**YOUR OBJECTIVE:** Nothing after the line with "Which roads connect" belongs in the copy; extract the lines below from the top through that line, pictures left out.

*** Opening of RECORDS FOR THIS TASK ***

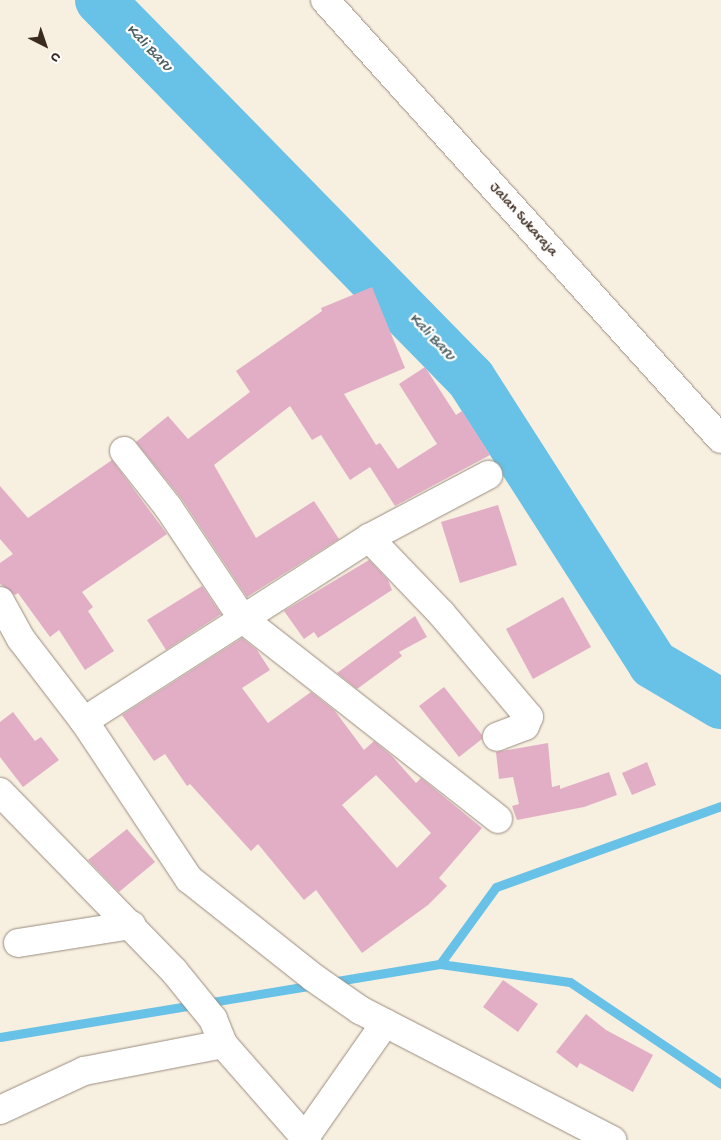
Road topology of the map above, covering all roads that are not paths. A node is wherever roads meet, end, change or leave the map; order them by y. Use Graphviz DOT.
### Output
graph roads {
  1 [pos="325,0"];
  2 [pos="721,440"];
  3 [pos="124,451"];
  4 [pos="488,475"];
  5 [pos="369,538"];
  6 [pos="0,601"];
  7 [pos="243,618"];
  8 [pos="84,721"];
  9 [pos="497,737"];
  10 [pos="0,792"];
  11 [pos="498,819"];
  12 [pos="132,925"];
  13 [pos="18,943"];
  14 [pos="385,1023"];
  15 [pos="218,1031"];
  16 [pos="0,1110"];
  17 [pos="306,1138"];
  18 [pos="612,1140"];
  1 -- 2 [label="street, Jalan Sukaraja"];
  3 -- 7 [label="street"];
  4 -- 5 [label="street"];
  5 -- 7 [label="street"];
  5 -- 9 [label="street"];
  6 -- 8 [label="street"];
  7 -- 8 [label="street"];
  7 -- 11 [label="street"];
  8 -- 14 [label="street"];
  10 -- 12 [label="street"];
  12 -- 13 [label="street"];
  12 -- 15 [label="street"];
  14 -- 17 [label="street"];
  14 -- 18 [label="street"];
  15 -- 16 [label="street"];
  15 -- 17 [label="street"];
}
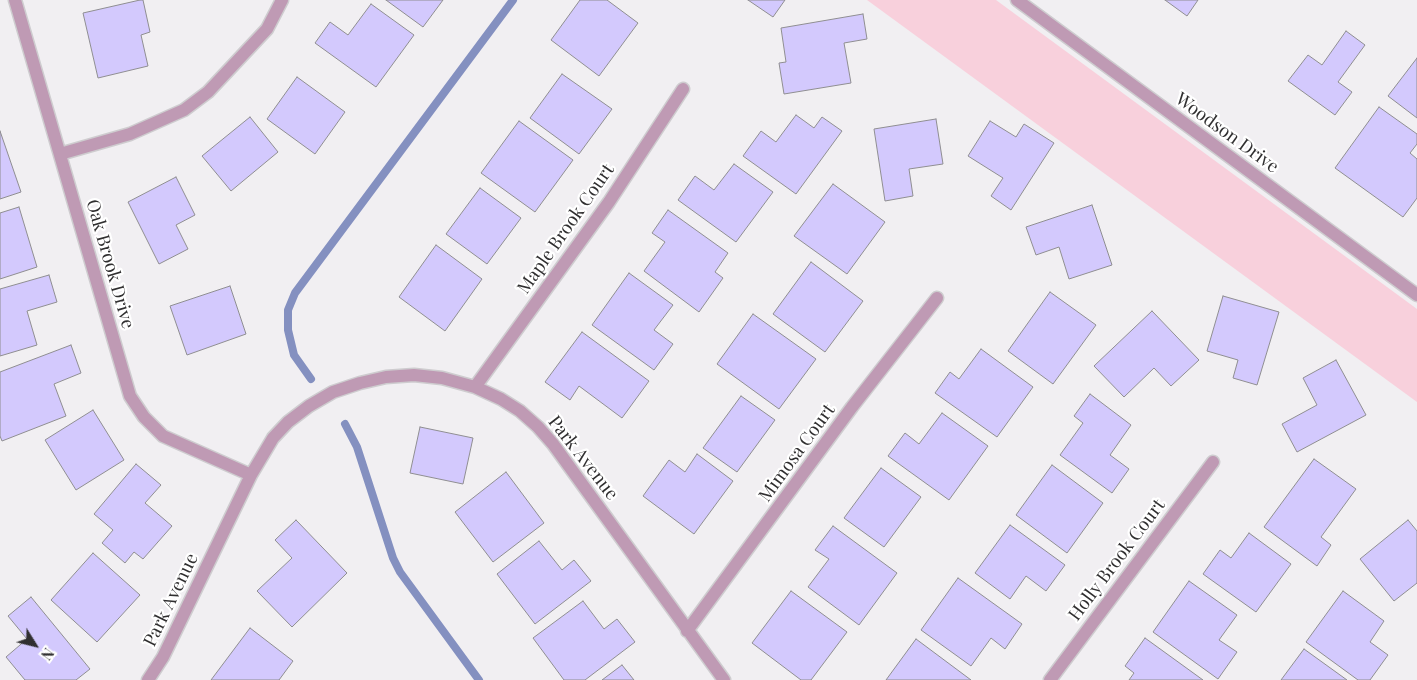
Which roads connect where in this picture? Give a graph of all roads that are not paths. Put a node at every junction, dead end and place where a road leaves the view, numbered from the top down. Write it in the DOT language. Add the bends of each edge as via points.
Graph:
graph roads {
  1 [pos="15,0"];
  2 [pos="282,0"];
  3 [pos="1017,0"];
  4 [pos="683,89"];
  5 [pos="60,154"];
  6 [pos="1416,293"];
  7 [pos="937,298"];
  8 [pos="475,387"];
  9 [pos="1213,462"];
  10 [pos="251,475"];
  11 [pos="687,631"];
  12 [pos="148,680"];
  13 [pos="724,680"];
  14 [pos="1050,680"];
  1 -- 5 [label="street, Oak Brook Drive"];
  2 -- 5 [label="street" via="267,29 208,92 184,110 130,134"];
  3 -- 6 [label="street, Woodson Drive"];
  4 -- 8 [label="street, Maple Brook Court" via="609,202"];
  5 -- 10 [label="street, Oak Brook Drive" via="130,396 144,417 163,436"];
  7 -- 11 [label="street, Mimosa Court" via="852,407"];
  8 -- 10 [label="street, Park Avenue" via="414,375 386,377 333,392 288,422 273,438"];
  8 -- 11 [label="street, Park Avenue" via="520,411 554,444"];
  9 -- 14 [label="street, Holly Brook Court"];
  10 -- 12 [label="street, Park Avenue" via="163,657"];
  11 -- 13 [label="street, Park Avenue"];
}
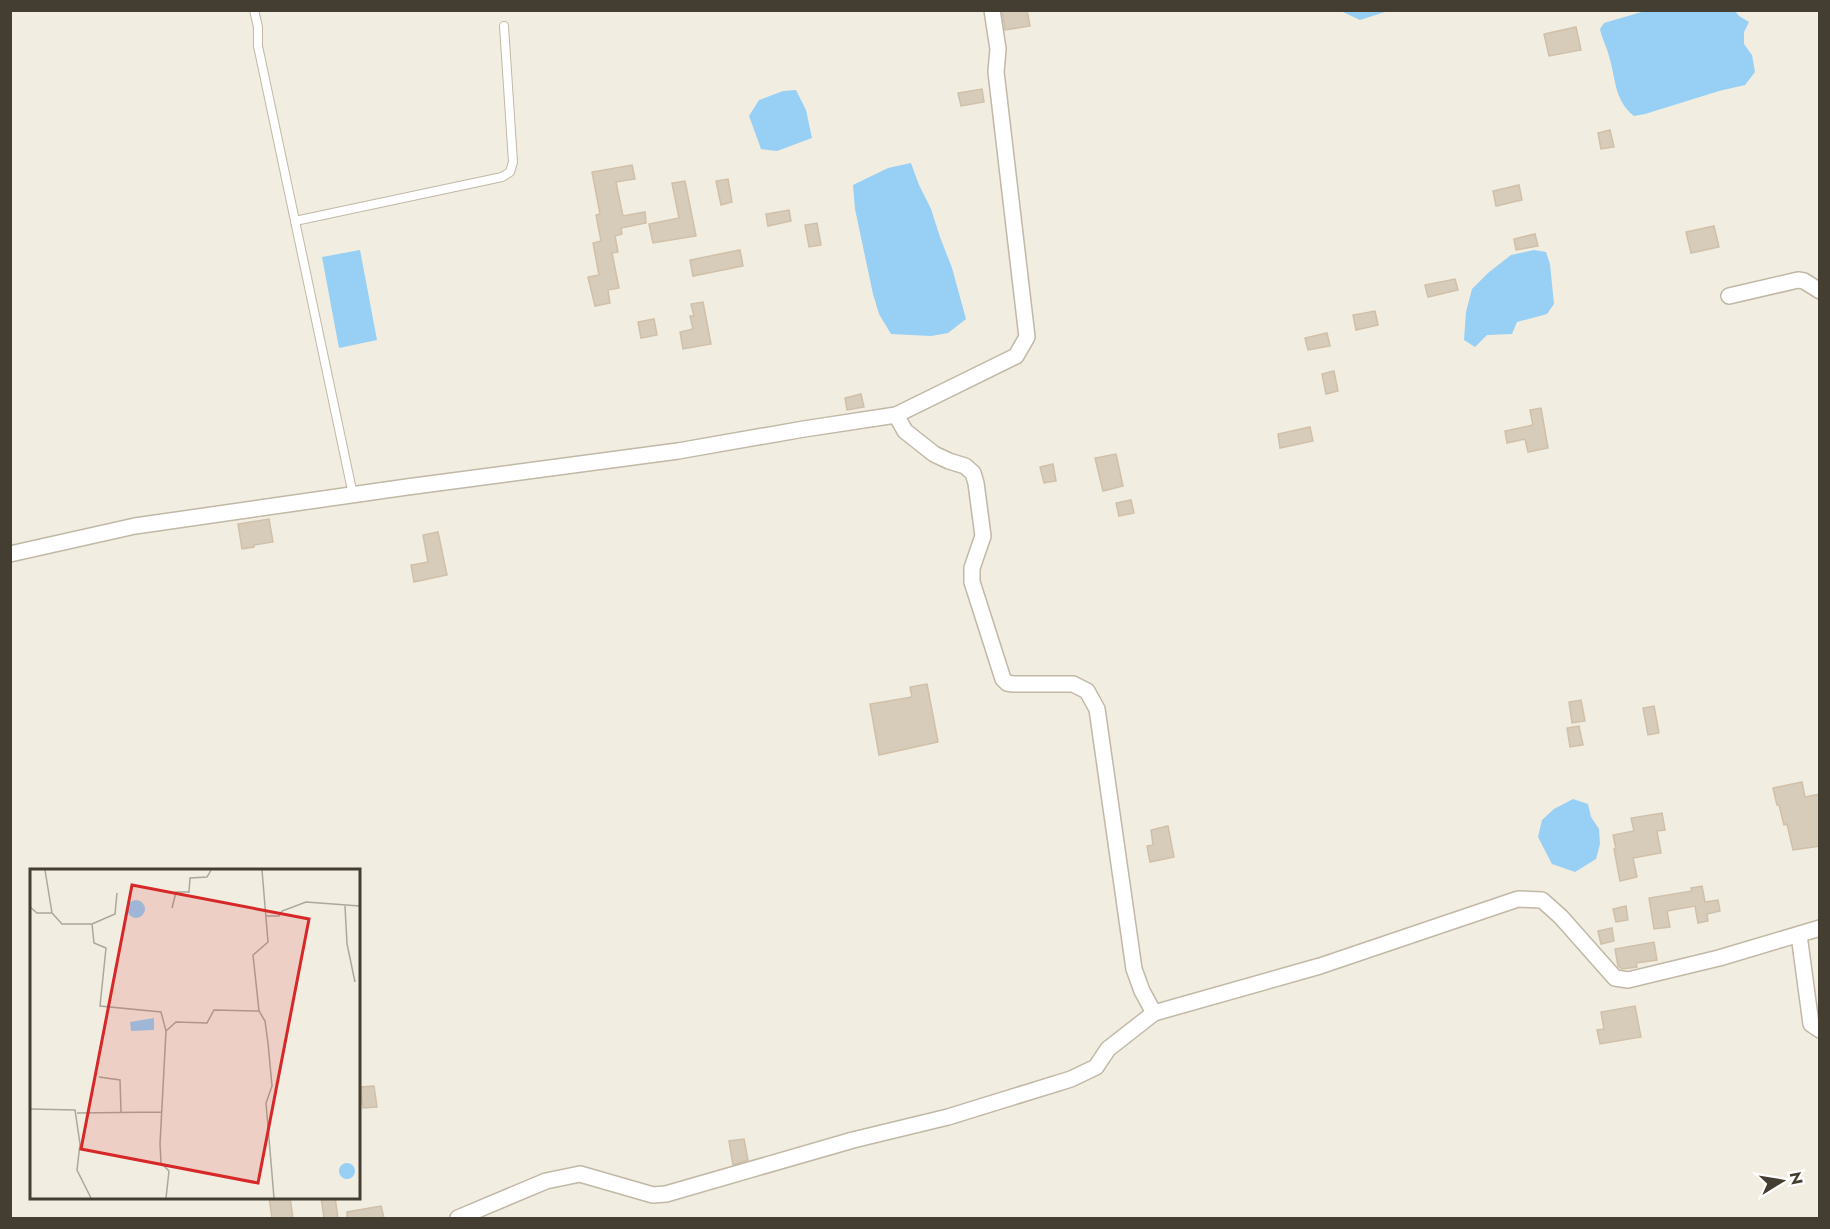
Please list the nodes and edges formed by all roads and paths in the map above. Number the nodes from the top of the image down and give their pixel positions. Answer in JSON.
{"nodes":[{"id":1,"x":254,"y":10,"type":"edge"},
{"id":2,"x":992,"y":10,"type":"edge"},
{"id":3,"x":504,"y":26,"type":"dead end"},
{"id":4,"x":295,"y":221,"type":"junction"},
{"id":5,"x":1820,"y":291,"type":"edge"},
{"id":6,"x":1730,"y":296,"type":"dead end"},
{"id":7,"x":896,"y":415,"type":"junction"},
{"id":8,"x":353,"y":495,"type":"junction"},
{"id":9,"x":10,"y":554,"type":"edge"},
{"id":10,"x":1820,"y":928,"type":"edge"},
{"id":11,"x":1799,"y":935,"type":"junction"},
{"id":12,"x":1154,"y":1013,"type":"junction"},
{"id":13,"x":1820,"y":1030,"type":"edge"},
{"id":14,"x":458,"y":1218,"type":"edge"}],
"edges":[{"from":1,"to":4,"type":"lane"},
{"from":2,"to":7,"type":"street"},
{"from":3,"to":4,"type":"lane"},
{"from":4,"to":8,"type":"lane"},
{"from":5,"to":6,"type":"street"},
{"from":7,"to":8,"type":"street"},
{"from":7,"to":12,"type":"street"},
{"from":8,"to":9,"type":"street"},
{"from":10,"to":11,"type":"street"},
{"from":11,"to":12,"type":"street"},
{"from":11,"to":13,"type":"street"},
{"from":12,"to":14,"type":"street"}]}
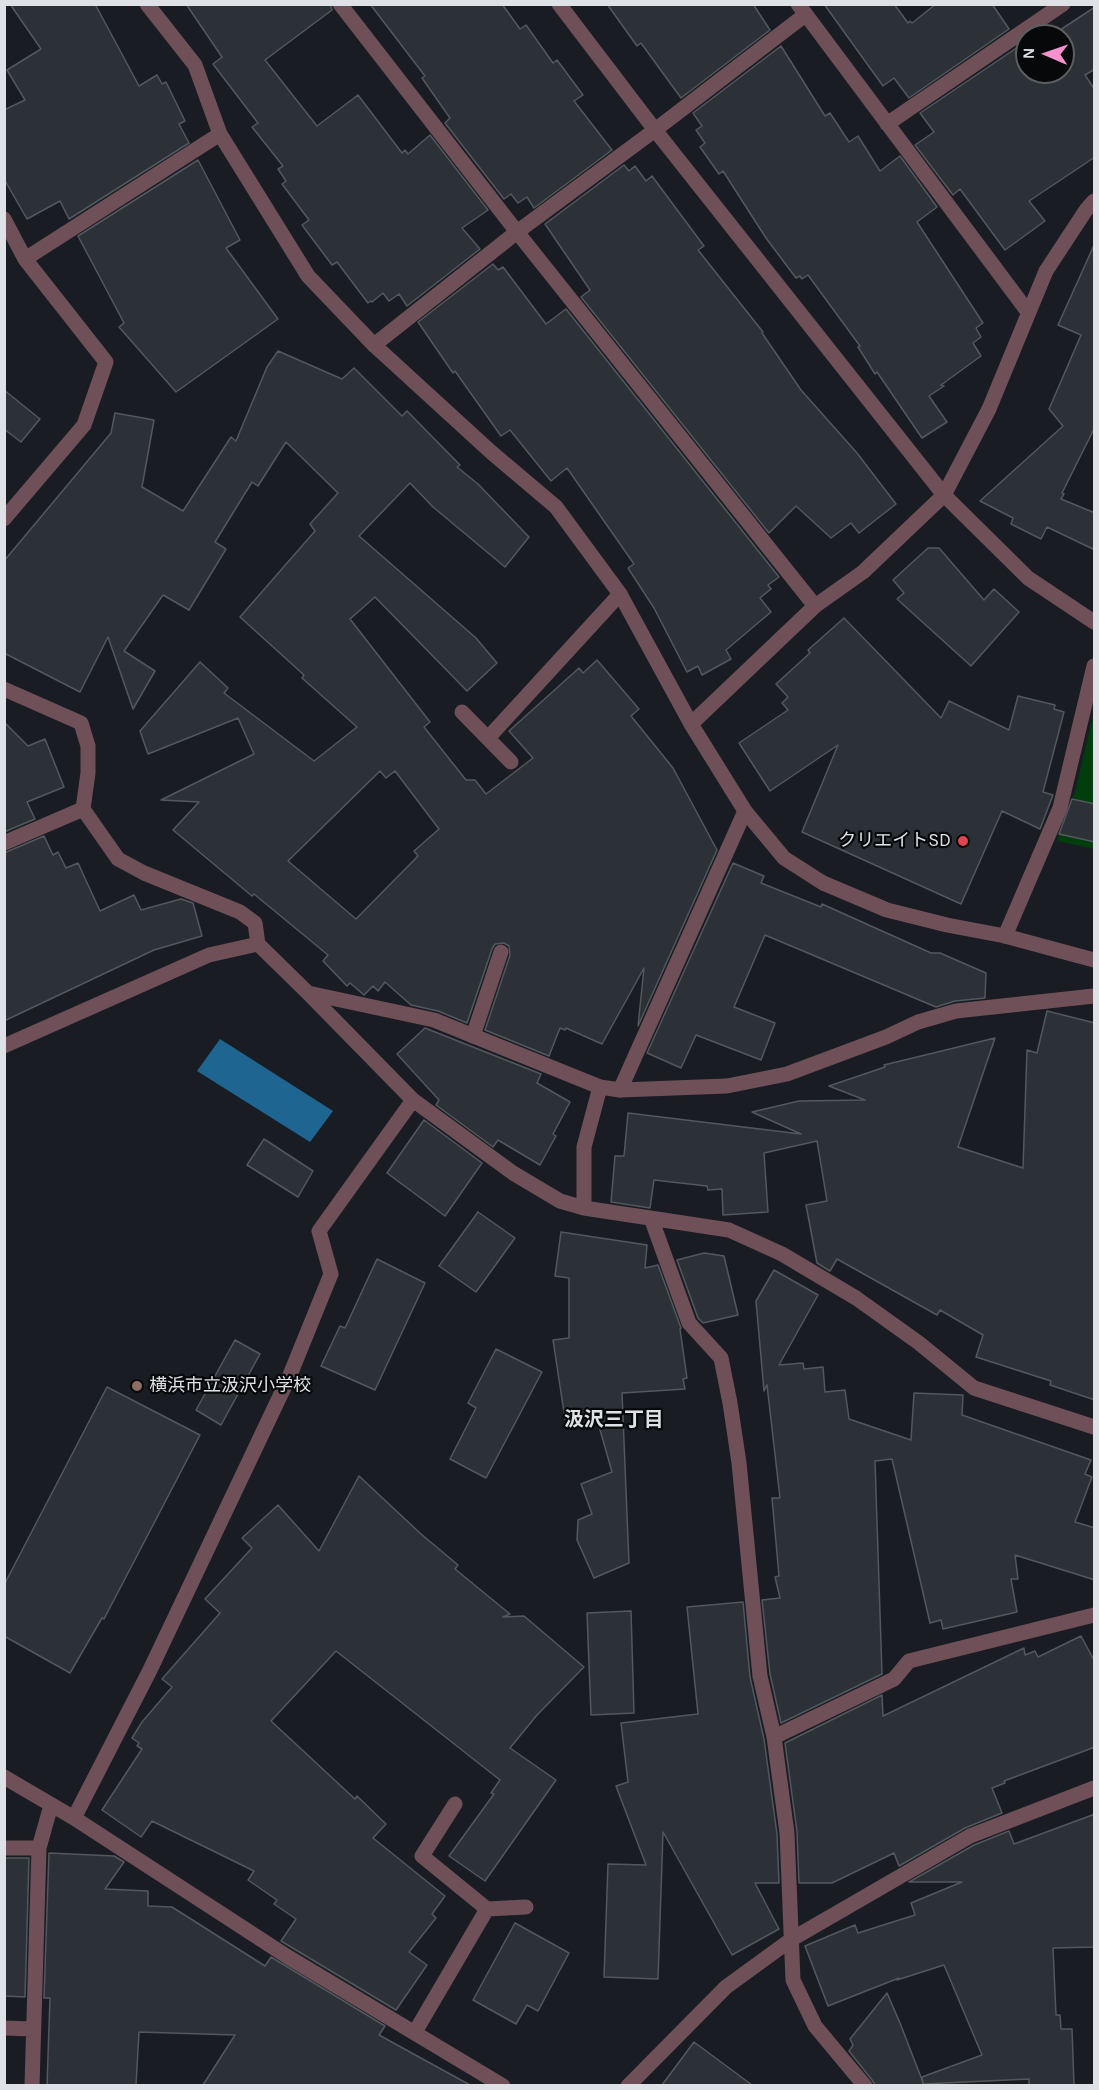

*** Close of RECORDS FOR THIS TASK ***

**TASK SOLUTION:**
Road topology of the map above, covering all roads that are not paths. A node is wherever roads meet, end, change or leave the map; order them by y. Use Graphviz DOT.
### Output
graph roads {
  1 [pos="325,0"];
  2 [pos="721,440"];
  3 [pos="124,451"];
  4 [pos="488,475"];
  5 [pos="369,538"];
  6 [pos="0,601"];
  7 [pos="243,618"];
  8 [pos="84,721"];
  9 [pos="497,737"];
  10 [pos="0,792"];
  11 [pos="498,819"];
  12 [pos="132,925"];
  13 [pos="18,943"];
  14 [pos="385,1023"];
  15 [pos="218,1031"];
  16 [pos="0,1110"];
  17 [pos="306,1138"];
  18 [pos="612,1140"];
  1 -- 2 [label="street, Jalan Sukaraja"];
  3 -- 7 [label="street"];
  4 -- 5 [label="street"];
  5 -- 7 [label="street"];
  5 -- 9 [label="street"];
  6 -- 8 [label="street"];
  7 -- 8 [label="street"];
  7 -- 11 [label="street"];
  8 -- 14 [label="street"];
  10 -- 12 [label="street"];
  12 -- 13 [label="street"];
  12 -- 15 [label="street"];
  14 -- 17 [label="street"];
  14 -- 18 [label="street"];
  15 -- 16 [label="street"];
  15 -- 17 [label="street"];
}
Which roads connect where in this picture? Give a graph of all roads that are not paths. Put a node at every junction, dead end and place where a road leaves the view, numbered from the top down. Write it in the DOT language. Add the bends of each edge as via points.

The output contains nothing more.